▶ [TASK]: Go through the data below and copy each line where the word "Right" occurs.

[Bounding boxes with keypoints]

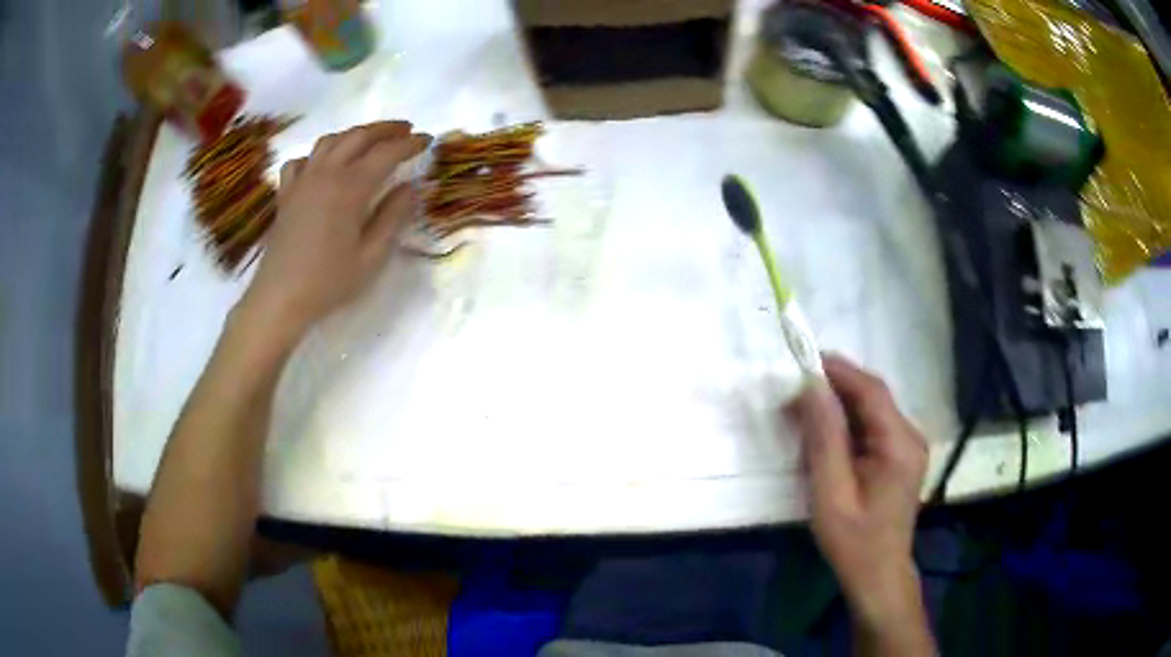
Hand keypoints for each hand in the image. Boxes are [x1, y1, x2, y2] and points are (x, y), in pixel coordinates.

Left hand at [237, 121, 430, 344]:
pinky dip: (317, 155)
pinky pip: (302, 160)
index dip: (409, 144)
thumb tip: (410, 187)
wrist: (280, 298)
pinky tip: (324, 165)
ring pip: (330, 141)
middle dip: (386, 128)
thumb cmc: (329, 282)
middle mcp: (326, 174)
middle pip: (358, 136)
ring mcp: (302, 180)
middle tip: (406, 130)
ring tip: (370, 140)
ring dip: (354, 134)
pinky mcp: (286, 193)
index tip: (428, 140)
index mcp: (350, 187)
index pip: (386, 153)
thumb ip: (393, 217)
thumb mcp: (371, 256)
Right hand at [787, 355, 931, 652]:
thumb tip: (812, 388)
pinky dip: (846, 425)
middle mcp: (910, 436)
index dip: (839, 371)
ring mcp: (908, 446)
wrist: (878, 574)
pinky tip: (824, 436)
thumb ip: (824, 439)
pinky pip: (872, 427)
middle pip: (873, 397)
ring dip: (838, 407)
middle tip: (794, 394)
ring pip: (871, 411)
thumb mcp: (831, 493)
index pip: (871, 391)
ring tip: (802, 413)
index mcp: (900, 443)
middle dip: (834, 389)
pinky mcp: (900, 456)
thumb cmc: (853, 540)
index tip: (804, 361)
---
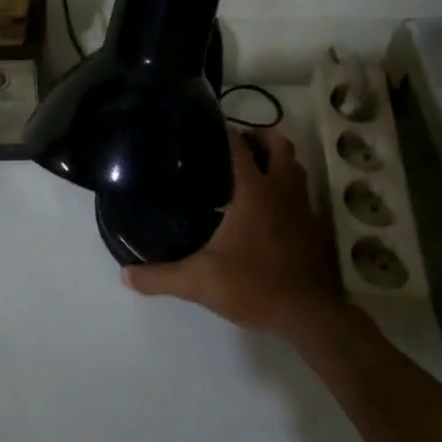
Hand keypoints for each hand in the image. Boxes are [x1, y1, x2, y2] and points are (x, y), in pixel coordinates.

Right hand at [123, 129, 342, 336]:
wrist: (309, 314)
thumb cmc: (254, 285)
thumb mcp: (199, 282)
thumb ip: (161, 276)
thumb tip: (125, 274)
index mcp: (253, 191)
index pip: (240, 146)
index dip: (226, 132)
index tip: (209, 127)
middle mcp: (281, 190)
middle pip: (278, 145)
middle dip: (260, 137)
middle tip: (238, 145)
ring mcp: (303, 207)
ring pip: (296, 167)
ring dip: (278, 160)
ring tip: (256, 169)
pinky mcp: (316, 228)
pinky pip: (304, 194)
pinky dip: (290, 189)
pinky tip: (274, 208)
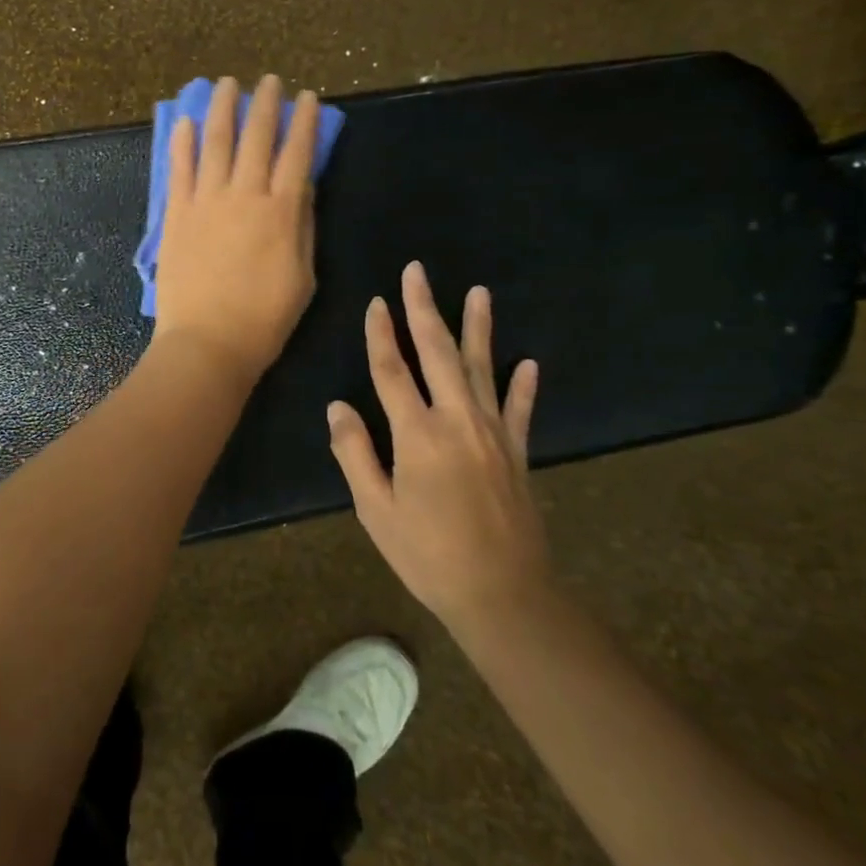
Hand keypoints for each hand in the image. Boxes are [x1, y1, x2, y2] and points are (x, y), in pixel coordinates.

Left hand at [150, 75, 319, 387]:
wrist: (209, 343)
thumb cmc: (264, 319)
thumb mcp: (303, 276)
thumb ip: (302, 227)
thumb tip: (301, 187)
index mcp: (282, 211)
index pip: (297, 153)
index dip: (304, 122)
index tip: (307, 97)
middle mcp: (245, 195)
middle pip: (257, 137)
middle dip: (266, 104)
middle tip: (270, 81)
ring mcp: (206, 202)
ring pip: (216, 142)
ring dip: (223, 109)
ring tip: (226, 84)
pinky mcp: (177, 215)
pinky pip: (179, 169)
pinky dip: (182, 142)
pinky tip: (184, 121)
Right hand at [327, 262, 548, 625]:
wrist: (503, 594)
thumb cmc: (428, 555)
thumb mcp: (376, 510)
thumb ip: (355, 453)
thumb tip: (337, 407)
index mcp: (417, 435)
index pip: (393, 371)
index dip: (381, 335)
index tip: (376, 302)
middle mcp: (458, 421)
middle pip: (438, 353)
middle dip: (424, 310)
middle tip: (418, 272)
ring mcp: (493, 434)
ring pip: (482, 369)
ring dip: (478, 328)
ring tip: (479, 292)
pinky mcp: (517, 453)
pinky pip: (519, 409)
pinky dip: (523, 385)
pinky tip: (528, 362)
==
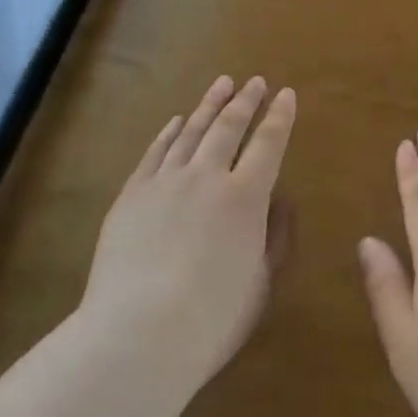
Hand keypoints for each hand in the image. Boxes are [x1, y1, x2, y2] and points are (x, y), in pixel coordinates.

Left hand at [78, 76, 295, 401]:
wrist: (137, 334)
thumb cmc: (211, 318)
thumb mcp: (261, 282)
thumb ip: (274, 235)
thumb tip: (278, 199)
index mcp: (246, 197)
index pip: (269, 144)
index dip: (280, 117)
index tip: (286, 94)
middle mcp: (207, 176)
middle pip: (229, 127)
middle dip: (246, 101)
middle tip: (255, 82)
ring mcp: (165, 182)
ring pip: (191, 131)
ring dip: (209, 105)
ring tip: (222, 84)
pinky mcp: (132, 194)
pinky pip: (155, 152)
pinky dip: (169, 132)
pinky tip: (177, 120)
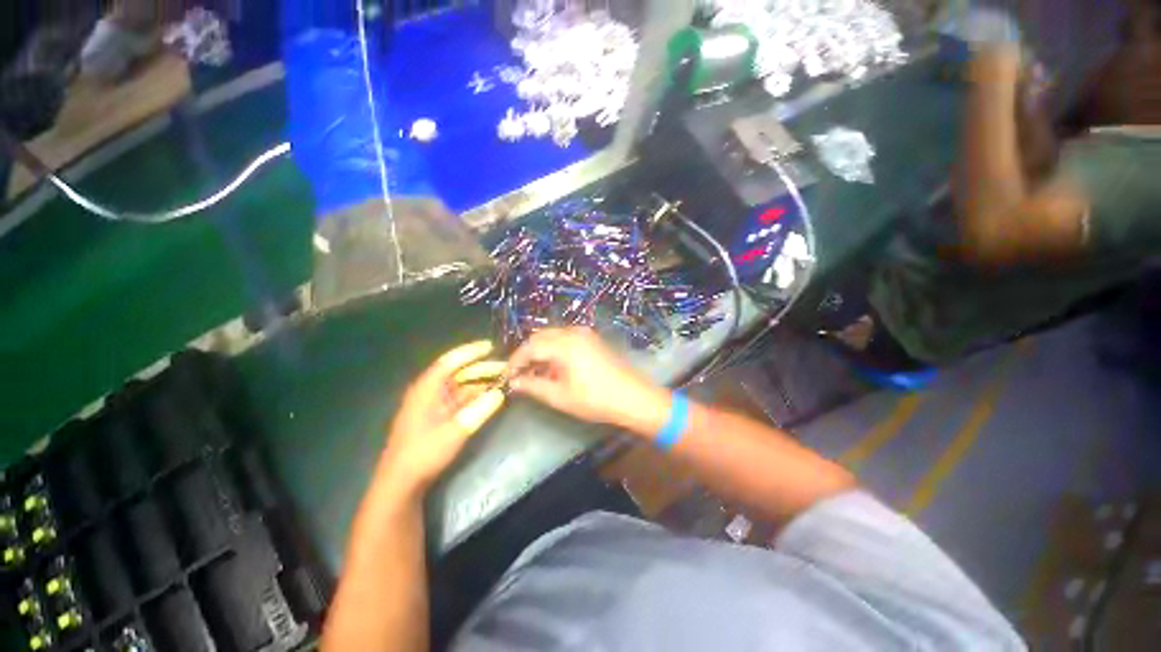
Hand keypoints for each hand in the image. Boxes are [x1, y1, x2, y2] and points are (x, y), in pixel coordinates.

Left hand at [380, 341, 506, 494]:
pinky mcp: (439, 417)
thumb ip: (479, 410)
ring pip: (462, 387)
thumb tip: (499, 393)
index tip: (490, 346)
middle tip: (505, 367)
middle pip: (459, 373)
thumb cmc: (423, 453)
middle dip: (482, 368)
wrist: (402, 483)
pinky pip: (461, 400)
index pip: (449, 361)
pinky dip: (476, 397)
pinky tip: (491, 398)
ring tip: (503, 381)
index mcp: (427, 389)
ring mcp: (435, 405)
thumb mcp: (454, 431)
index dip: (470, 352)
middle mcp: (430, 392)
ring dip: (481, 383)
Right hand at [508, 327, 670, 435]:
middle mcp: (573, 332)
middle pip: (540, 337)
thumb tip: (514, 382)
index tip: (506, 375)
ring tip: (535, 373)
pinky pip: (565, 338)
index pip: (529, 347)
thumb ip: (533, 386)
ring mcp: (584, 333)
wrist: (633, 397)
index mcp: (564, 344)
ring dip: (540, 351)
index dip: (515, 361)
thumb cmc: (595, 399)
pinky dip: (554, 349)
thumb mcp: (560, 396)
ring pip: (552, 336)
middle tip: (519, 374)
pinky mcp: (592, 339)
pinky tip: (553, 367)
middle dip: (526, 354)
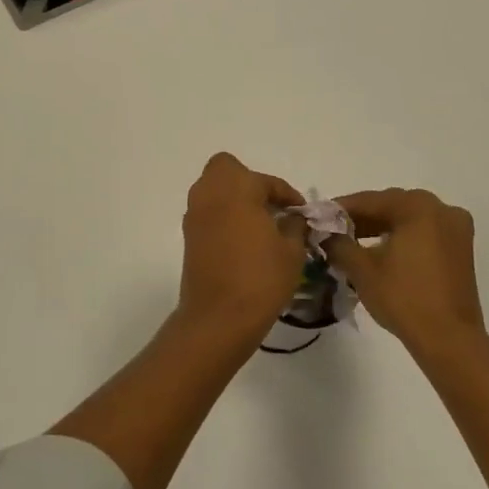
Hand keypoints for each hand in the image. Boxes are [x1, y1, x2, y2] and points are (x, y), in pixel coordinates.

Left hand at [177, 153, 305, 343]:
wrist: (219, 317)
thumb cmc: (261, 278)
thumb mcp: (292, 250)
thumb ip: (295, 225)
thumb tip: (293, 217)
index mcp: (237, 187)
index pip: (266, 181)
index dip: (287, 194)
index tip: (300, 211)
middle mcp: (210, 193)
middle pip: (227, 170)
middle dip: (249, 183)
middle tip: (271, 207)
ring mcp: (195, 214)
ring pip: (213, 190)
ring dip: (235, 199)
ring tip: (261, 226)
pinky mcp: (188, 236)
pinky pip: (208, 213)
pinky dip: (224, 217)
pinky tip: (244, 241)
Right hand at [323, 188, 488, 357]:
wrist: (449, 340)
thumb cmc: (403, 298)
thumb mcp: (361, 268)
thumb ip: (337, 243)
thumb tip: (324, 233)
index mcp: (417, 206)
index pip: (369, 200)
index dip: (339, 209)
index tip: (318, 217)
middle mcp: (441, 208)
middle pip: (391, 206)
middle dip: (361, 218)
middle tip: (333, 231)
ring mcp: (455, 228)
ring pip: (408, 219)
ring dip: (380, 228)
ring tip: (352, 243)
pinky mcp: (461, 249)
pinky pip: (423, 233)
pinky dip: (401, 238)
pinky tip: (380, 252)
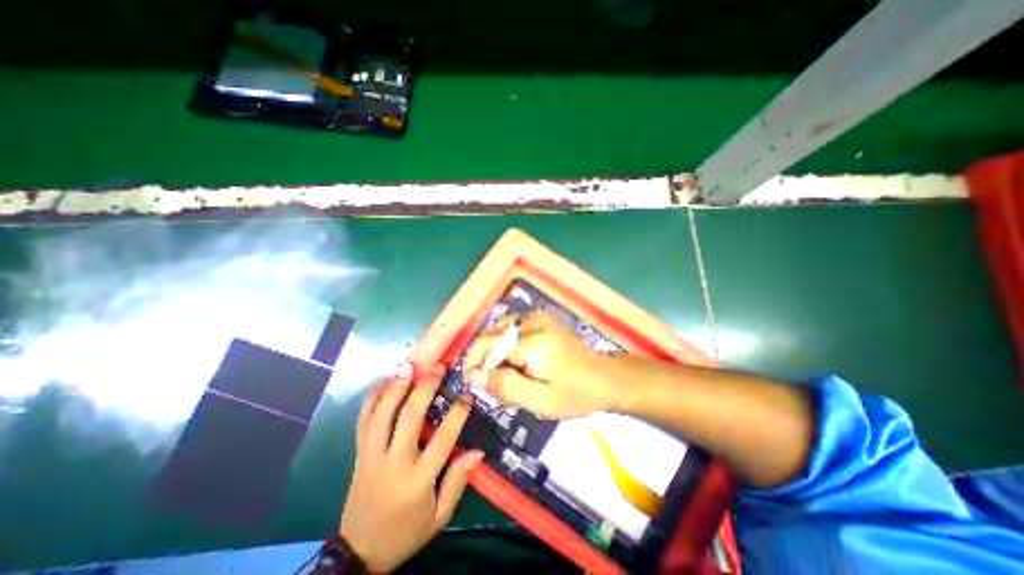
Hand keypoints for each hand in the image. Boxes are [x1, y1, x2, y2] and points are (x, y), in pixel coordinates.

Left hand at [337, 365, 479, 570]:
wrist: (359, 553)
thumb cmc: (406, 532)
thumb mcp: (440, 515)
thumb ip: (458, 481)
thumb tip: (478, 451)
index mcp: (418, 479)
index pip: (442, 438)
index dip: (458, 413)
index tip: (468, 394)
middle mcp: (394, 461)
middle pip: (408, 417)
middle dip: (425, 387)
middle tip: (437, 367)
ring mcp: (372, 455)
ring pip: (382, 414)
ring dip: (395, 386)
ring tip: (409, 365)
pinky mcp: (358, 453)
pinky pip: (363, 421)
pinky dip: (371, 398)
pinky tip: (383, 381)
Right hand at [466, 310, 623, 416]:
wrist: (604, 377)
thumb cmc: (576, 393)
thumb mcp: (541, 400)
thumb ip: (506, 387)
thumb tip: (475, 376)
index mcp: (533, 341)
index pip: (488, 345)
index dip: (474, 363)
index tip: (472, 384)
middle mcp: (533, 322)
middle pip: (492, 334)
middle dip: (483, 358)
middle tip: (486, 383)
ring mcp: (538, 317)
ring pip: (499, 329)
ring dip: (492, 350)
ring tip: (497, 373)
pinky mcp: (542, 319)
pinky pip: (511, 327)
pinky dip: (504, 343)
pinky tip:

▶ [TASK OUTPUT]:
Right hand at [787, 355, 931, 652]:
Right hand at [123, 129, 342, 336]:
Right hand at [327, 262, 548, 625]:
Right hand at [508, 327, 670, 435]:
Right hand at [323, 188, 488, 357]:
Right hand at [466, 310, 623, 416]:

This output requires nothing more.